Introduction
While working on my 'Searching, generating, validating and rendering Euclidean tilings' project, I was needing to build up a list of distinct shape arrangements (!!! Fig 404 !!!). This needed a way to check an arrangement against a list of previously seen arrangements.
The complexity and interesting part of this problem came because the shapes could be arranged cyclicly, and there was no defined start or end point. This meant that the same arrangement could be represented in multiple ways. I was also dealing with an infinite amount of these arrangements, and 100,000s of them every second.
Arrangements as sequences
The intuitive way to start comparing these shape arrangements is going to be representing them as some sort of sequence , so given the shape arrangement from !!! Fig 404 !!!, we can represent this using Rust's fixed length arrays (!!! Fig 404 !!!).
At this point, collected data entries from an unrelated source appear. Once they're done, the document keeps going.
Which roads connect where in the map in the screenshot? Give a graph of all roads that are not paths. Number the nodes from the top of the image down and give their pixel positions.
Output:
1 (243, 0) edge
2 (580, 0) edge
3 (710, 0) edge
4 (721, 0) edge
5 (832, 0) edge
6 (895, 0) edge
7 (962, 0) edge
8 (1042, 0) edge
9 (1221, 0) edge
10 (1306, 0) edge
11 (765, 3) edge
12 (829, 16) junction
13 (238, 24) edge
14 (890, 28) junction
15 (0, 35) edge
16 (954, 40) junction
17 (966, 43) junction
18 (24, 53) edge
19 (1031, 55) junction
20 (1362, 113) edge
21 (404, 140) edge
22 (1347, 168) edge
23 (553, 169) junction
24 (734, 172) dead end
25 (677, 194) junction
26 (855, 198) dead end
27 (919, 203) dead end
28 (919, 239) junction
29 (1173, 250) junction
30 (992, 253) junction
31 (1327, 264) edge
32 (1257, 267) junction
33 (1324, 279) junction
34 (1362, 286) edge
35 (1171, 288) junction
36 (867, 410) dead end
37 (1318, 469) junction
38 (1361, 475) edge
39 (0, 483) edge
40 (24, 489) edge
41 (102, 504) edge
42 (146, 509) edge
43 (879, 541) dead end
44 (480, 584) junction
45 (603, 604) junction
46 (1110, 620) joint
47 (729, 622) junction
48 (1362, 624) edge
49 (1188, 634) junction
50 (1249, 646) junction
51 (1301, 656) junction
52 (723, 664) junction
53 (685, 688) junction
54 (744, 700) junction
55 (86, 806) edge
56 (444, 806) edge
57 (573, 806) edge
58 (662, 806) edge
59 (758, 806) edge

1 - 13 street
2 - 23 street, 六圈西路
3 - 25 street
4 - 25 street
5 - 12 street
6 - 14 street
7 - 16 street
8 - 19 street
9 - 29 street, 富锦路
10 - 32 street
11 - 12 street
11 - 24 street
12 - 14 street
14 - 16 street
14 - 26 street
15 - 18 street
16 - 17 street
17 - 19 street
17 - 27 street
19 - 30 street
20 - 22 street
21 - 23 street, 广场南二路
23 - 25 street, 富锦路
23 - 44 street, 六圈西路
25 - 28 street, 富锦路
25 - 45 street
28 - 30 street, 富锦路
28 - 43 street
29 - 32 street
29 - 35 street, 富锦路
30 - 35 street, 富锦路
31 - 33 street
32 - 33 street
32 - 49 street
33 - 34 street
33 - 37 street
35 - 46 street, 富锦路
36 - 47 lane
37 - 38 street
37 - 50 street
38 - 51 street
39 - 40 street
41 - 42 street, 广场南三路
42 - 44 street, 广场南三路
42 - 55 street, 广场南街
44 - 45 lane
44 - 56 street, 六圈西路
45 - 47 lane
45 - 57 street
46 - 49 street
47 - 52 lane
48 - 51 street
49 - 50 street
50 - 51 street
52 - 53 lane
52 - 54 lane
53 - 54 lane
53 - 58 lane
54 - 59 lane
The fixed length arrays were chosen because as stated above the program was processing a lot of these sequences, and they are more performant than other options. The Rust book has a great section on this - "The Stack and the Heap", but the short explanation is that known spaces on the stack are already available for memory allocation, whereas for unknown sized things (like vectors) require an allocator to search the heap for available space, which makes it slower. We want to limit use of the heap and use the stack where possible.
The sequences are simply a list of numbers that represent the shapes around the center shape, in this case a dodecagon. The numbers represent the number of sides on the shape, so a 3 represents a triangle and a 4 represents a square. The start point in these sequences is irrelevant at the moment
A 0 represents an empty space, and in this case, the dodecagon has 12 sides so the sequence is of length 12. The one downside of using a fixed length array is that we'll need a simple utility function to get the actual length of the sequence for a lot of the operations we'll be doing (!!! Fig 404 !!!).
Symmetrical sequences
A property that's not indicated by the sequences shown above is what direction around the shape arrangement did we go to build up the sequence? Does it matter?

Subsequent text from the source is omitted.